Raske v. Raske

92 F. Supp. 348, 1950 U.S. Dist. LEXIS 2526
CourtDistrict Court, D. Minnesota
DecidedAugust 1, 1950
DocketCiv. A. No. 3231
StatusPublished
Cited by2 cases

This text of 92 F. Supp. 348 (Raske v. Raske) is published on Counsel Stack Legal Research, covering District Court, D. Minnesota primary law. Counsel Stack provides free access to over 12 million legal documents including statutes, case law, regulations, and constitutions.

Bluebook
Raske v. Raske, 92 F. Supp. 348, 1950 U.S. Dist. LEXIS 2526 (mnd 1950).

Opinion

NORDBYE, Chief Judge.

The above cause came before the Court on a motion for an order granting defendant Minnie Raske a new trial pursuant to Rules 59 and 60 of the Federal Rules of Civil Procedure, 28 U.S.C.A.
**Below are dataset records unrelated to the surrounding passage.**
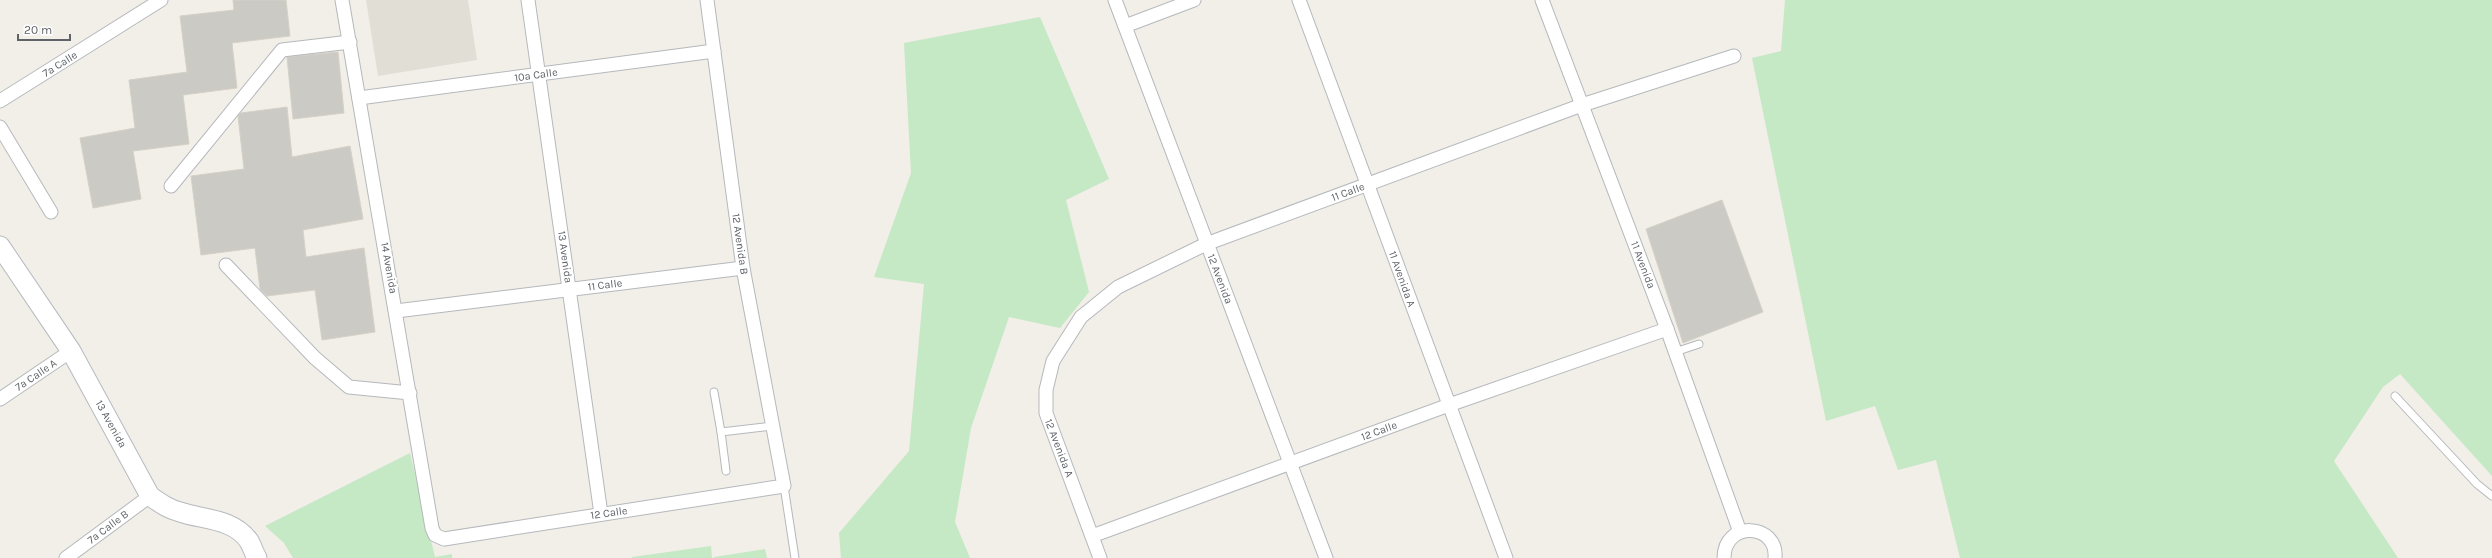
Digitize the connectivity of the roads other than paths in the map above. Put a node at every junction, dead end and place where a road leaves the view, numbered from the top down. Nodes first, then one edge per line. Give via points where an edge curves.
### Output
1 (161, 0) edge
2 (342, 0) edge
3 (528, 0) edge
4 (707, 0) edge
5 (1115, 0) edge
6 (1194, 0) edge
7 (1299, 0) edge
8 (1542, 0) edge
9 (1124, 26) junction
10 (350, 42) junction
11 (714, 51) junction
12 (1734, 56) dead end
13 (539, 74) junction
14 (359, 98) junction
15 (0, 102) edge
16 (1582, 106) junction
17 (0, 127) edge
18 (1367, 184) junction
19 (171, 186) dead end
20 (51, 212) dead end
21 (1206, 244) junction
22 (0, 246) edge
23 (226, 265) dead end
24 (743, 268) junction
25 (1118, 287) joint
26 (569, 290) junction
27 (396, 311) junction
28 (1667, 329) junction
29 (1699, 344) dead end
30 (71, 351) junction
31 (1675, 352) junction
32 (714, 392) dead end
33 (410, 393) junction
34 (2395, 396) dead end
35 (0, 399) edge
36 (1449, 405) junction
37 (772, 426) junction
38 (721, 432) junction
39 (1290, 463) junction
40 (726, 471) dead end
41 (784, 486) junction
42 (150, 496) junction
43 (2492, 496) edge
44 (601, 514) junction
45 (1740, 532) junction
46 (435, 535) joint
47 (1092, 536) junction
48 (66, 558) edge
49 (257, 558) edge
50 (795, 558) edge
51 (1100, 558) edge
52 (1326, 558) edge
53 (1506, 558) edge
54 (1724, 558) edge
55 (1775, 558) edge

1 - 15 street, 7a Calle
2 - 10 street, 14 Avenida
3 - 13 street, 13 Avenida
4 - 11 street, 12 Avenida B
5 - 9 street, 12 Avenida
6 - 9 street
7 - 18 street, 11 Avenida A
8 - 16 street, 11 Avenida
9 - 21 street, 12 Avenida
10 - 14 street, 14 Avenida
10 - 19 street via 282,50
11 - 13 street, 10a Calle
11 - 24 street, 12 Avenida B
12 - 16 street, 11 Calle
13 - 14 street, 10a Calle
13 - 26 street, 13 Avenida
14 - 27 street, 14 Avenida
16 - 18 street, 11 Calle
16 - 28 street, 11 Avenida
17 - 20 street
18 - 21 street, 11 Calle
18 - 36 street, 11 Avenida A
21 - 25 street, 11 Calle
21 - 39 street, 12 Avenida
22 - 30 street, 13 Avenida
23 - 33 street via 315,358 349,387
24 - 26 street, 11 Calle
24 - 37 street, 12 Avenida B
25 - 47 street, 12 Avenida A via 1081,318 1053,361 1046,390 1046,412
26 - 27 street, 11 Calle
26 - 44 street, 13 Avenida
27 - 33 street, 14 Avenida
28 - 31 street, 11 Avenida
28 - 36 street, 12 Calle
29 - 31 lane
30 - 35 street, 7a Calle A
30 - 42 street, 13 Avenida
31 - 45 street, 11 Avenida
32 - 38 lane
33 - 46 street, 14 Avenida
34 - 43 lane via 2477,484
36 - 39 street, 12 Calle
36 - 53 street, 11 Avenida A
37 - 38 lane
37 - 41 street, 12 Avenida B
38 - 40 lane
39 - 47 street, 12 Calle
39 - 52 street, 12 Avenida
41 - 44 street, 12 Calle
41 - 50 lane
42 - 48 street, 7a Calle B
42 - 49 street, 13 Avenida via 162,506 180,513 225,523 236,529 249,541
44 - 46 street, 12 Calle via 444,539
45 - 54 street via 1728,542
45 - 55 street via 1757,531 1764,535 1774,548
47 - 51 street, 12 Avenida A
This action was one for alienation of affections. Plaintiff was the wife of defendants’ son. The action was tried by this Court and a jury at the March, 1950, general term of court. The Court directed a verdict in favor of the father, defendant Henry Raske. But the jury returned a ver-difct in favor of plaintiff against defendant Minnie Raske, her husband’s mother, in the amount of $7,000. Defendant Minnie Raske now moves for a new trial pursuant to Rule 59 of the Federal Rules of Civil Procedure upon the grounds that the verdict was not justified by the evidence, was excessive, and appears to -have been given under the influence of passion and prejudice. She also moves for vacation of [350]*350the judgment and for a new trial pursuant to Rule 60 of the Federal Rules of Civil Procedure upon the ground of newly discovered evidence. The motion was submitted on June 16, 1950.

Consideration of the grounds urged by defendant justifies detailed discussion only of the question concerning excessive damages. Whether a new trial should be granted upon the grounds that the evidence is insufficient is in the discretion of the trial court. Yellow Cab Co. v. Earle, 8 Cir., 1921, 275 F. 928. Here, the evidence presented by plaintiff included letters written by the defendant Minnie Raske to plaintiff’s husband during the period of their marriage relevant to this action. Those letters contained many derogatory remarks and exhortations concerning plaintiff. Minnie Raske testified that she did not like plaintiff. Plaintiff’s husband’s interest in her began to wane, plaintiff testified, after he received these letters. Viewing the evidence as a whole, the jury reached a decision which reasonable men could reach upon the liability question and which was not unreasonable under the Court’s instructions to which defendant took no exceptions. Because sufficient evidence supports the liability' determination, the question of passion and prejudice becomes somewhat moot here. Counsel for defendant did not press his claim of passion and prejudice strongly on oral argument. The trial was singularly free from any circumstances or incidents which could form a basis for any such claim.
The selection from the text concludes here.